My great-grandparents travelled to New York from Russia on one of those unglamorous ships overcrowded with immigrants, hoping to leave the misery of Europe behind. My great-grandparents had two daughters, Annette and Ruth. Annette would become my grandmother on my father’s side. Ruth would become my Aunt Ruthie, my favorite aunt, probably the greatest family influence on my life other than my parents, particularly in terms of creativity.
These immigrant ships were filthy and disease-ridden. During the trip, my great-grandmother became ill and died on the ship. My great-grandfather arrived at Ellis Island, greeted by the Statue of Liberty, with children to feed, but no job and no wife.
I’m not sure how long it was after his arrival in America, but my great-grandfather eventually remarried another Jewish woman he met in the Lower East Side of New York. She had also lost her spouse.  This woman had a son, Benjamin. The family blended, and the children – Anne, Ruth, and Benjamin became siblings.
I didn’t know much of this story as I was growing up. My mother worked, so after school, I would walk over to my grandmother’s apartment, which was only a few blocks away, where they lived in some lower-income housing project building, built in the 1950’s. My grandmother made the best tuna fish sandwiches because she added celery and dill to the tuna, and she sliced the bakery-fresh rye bread diagonally. I spent most of my time at my grandmother’s house doing creative activities (or playing Scrabble) with my Aunt Ruthie, who never married and lived with my grandmother.   They were inseparable, so much so that when my aunt passed away while I was in college, my grandmother died a month later, as if an essential organ had been removed from her body. My Aunt Ruthie was a five foot tall powerhouse of a woman, who worked in an advertising agency before women worked in the industry. She read all sorts of intellectual books about socialism, psychology, sexuality, and feminism. She loved to gamble on the horses.
My grandfather was a “character,” and was completely different in attitude than the rest of the family. While most of the Kramer men were scrawny, brainy Jewish stereotypes, my grandfather was a union boxer of crates, rugged and well-built, with a full set of hair even in his eighties. Unlike my grandmother, who was a homebody, and who I cannot recall leaving the house other than my high school graduation and my bar mitzvah, my grandfather had ADD before it was known to exist.  Back then, it was described as having “ants in the pants” or “Shpilkes” in Yiddish.  He was an expert in which NY deli had the best pastrami sandwich. He would travel at night from Queens to Manhattan to go “dancing at Roseland.” To this day, I’m not sure what he was doing when he took the subway into the city. Was he dancing during senior citizen night? Did my grandmother care? As a child, with a child’s point of view, I had no concept of the adult going-ons behind the scenes.  Aunt Ruthie and my grandfather always seemed to argue. I figured it was because my aunt was smart and my grandfather was brawn, and this created that type of banter you would see in old movies.   My grandmother always kept out of the arguing.

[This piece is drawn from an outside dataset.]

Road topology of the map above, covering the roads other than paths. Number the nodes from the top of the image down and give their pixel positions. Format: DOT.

I found my grandfather to be a simple man, but memorable. He loved Broadway musicals, but was too cheap to buy a ticket, so he would “sneak into” the theater lobby during the intermission when ticket-holders were outside smoking a cigarette. On Sunday, he would come over to our apartment, carrying bagels and jelly donuts, and tell me the plot of the Second Act of each musical he saw, and I would try to come up with a scenario for the First Act to explain what he missed by sneaking in after the Intermission.
My father was the complete opposite of my grandfather, both in looks and temperment. My father was a straight-arrow, always worrying about his responsibilty. He never respected my grandfather’s devil-may-care attitude.

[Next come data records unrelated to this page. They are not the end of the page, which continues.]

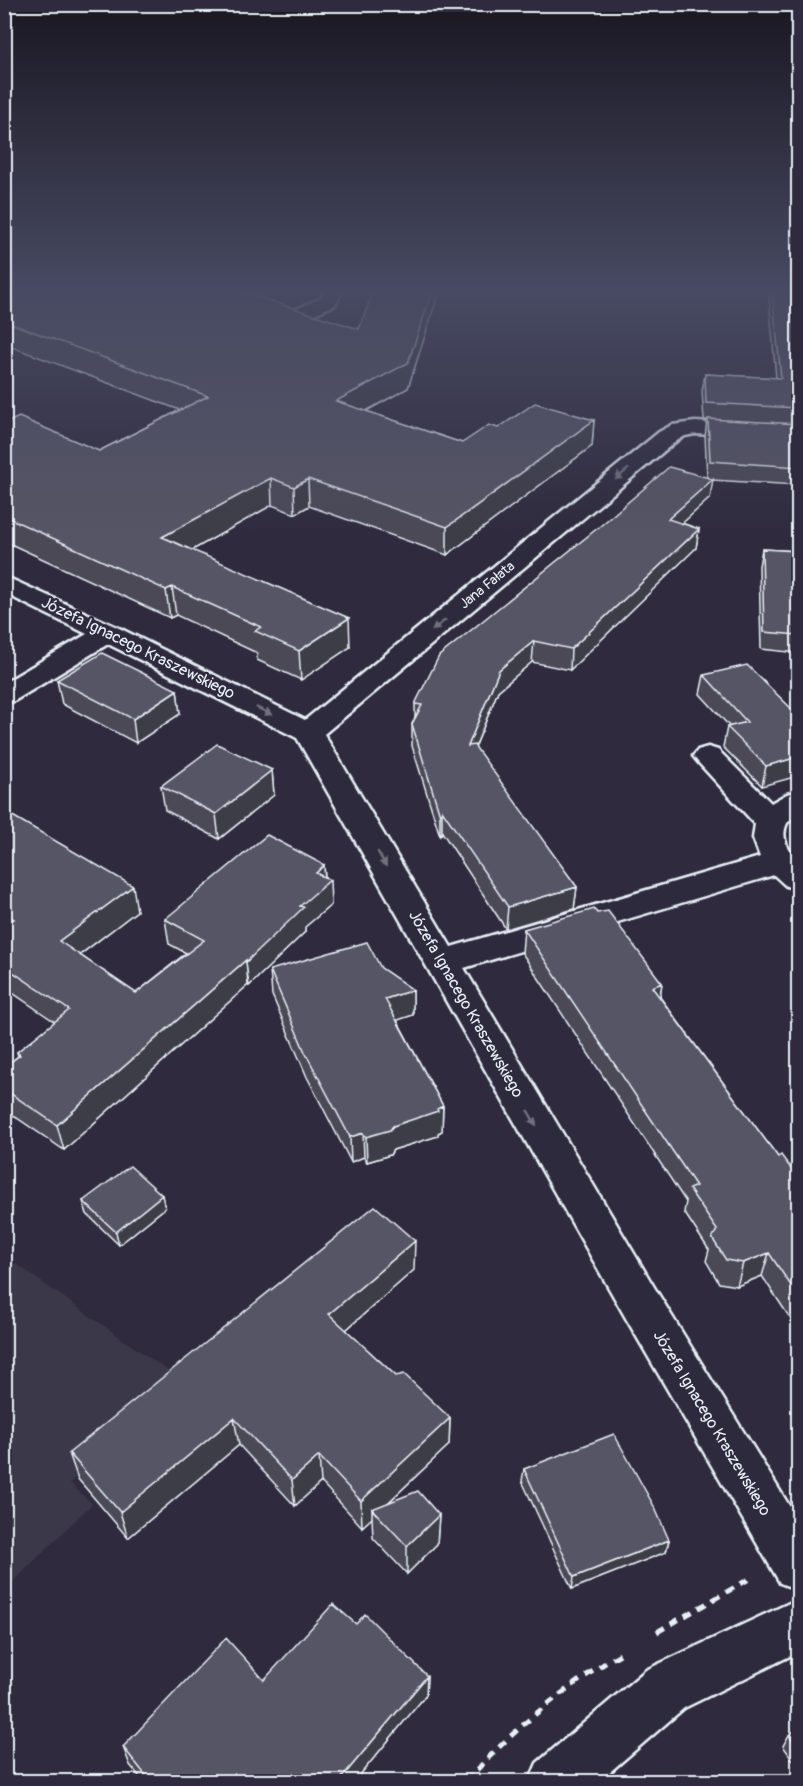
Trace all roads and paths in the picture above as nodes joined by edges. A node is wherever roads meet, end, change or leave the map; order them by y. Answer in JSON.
{"nodes":[{"id":1,"x":798,"y":434,"type":"edge"},
{"id":2,"x":4,"y":583,"type":"edge"},
{"id":3,"x":108,"y":633,"type":"junction"},
{"id":4,"x":4,"y":694,"type":"edge"},
{"id":5,"x":308,"y":732,"type":"junction"},
{"id":6,"x":708,"y":756,"type":"dead end"},
{"id":7,"x":798,"y":801,"type":"edge"},
{"id":8,"x":771,"y":822,"type":"junction"},
{"id":9,"x":789,"y":870,"type":"edge"},
{"id":10,"x":442,"y":963,"type":"junction"},
{"id":11,"x":798,"y":1565,"type":"edge"},
{"id":12,"x":757,"y":1574,"type":"dead end"},
{"id":13,"x":798,"y":1625,"type":"edge"},
{"id":14,"x":648,"y":1638,"type":"dead end"},
{"id":15,"x":628,"y":1650,"type":"dead end"},
{"id":16,"x":466,"y":1782,"type":"edge"},
{"id":17,"x":556,"y":1782,"type":"edge"}],
"edges":[{"from":1,"to":5,"type":"street","name":"Jana Fałata","one_way":true},
{"from":2,"to":3,"type":"street","name":"Józefa Ignacego Kraszewskiego"},
{"from":3,"to":4,"type":"street"},
{"from":3,"to":5,"type":"street","name":"Józefa Ignacego Kraszewskiego","one_way":true},
{"from":5,"to":10,"type":"street","name":"Józefa Ignacego Kraszewskiego","one_way":true},
{"from":6,"to":8,"type":"street"},
{"from":7,"to":8,"type":"street"},
{"from":8,"to":9,"type":"street"},
{"from":9,"to":10,"type":"street"},
{"from":10,"to":11,"type":"street","name":"Józefa Ignacego Kraszewskiego","one_way":true},
{"from":12,"to":14,"type":"path"},
{"from":13,"to":17,"type":"street"},
{"from":15,"to":16,"type":"path"}]}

When I became older, I tried to piece together things that didn’t make sense. Was my grandfather having affairs? Where was he always going to and from?  He certainly seemed to flirt with every woman, and was popular with all the over sixty Jewish women of Flushing.
My father never talked about it.
My aunt and grandmother passed away while I was in college. My grandfather passed away while I was in graduate school. My father passed away during the first year of writing this blog. My uncle, my father’s brother, passed away last year. During my uncle’s funeral, I spoke with my uncle’s wife. Even though she married into our family, and wasn’t Jewish, she was fascinated by our geneology, even researching the whereabouts of the tiny shtetl where my great-grandparents were born. She knew more about my family than anyone born into the family.  She talked to me like an adult member of the family, which was a new experience for me, and told me details that no one else had ever brought up before.
The most fascinating tidbit was about my grandfather. His name was Benjamin. My grandfather Benjamin was the same Benjamin who became part of the blended family when my great-grandfather remarried.
My grandfather and my grandmother were step-brother and step-sister.
My grandmother, my grandfather, and my Aunt Ruthie grew up together from childhood– all three of them — and then lived together as a family unit until their old age.
There is a story there, and I don’t know if I will ever know it.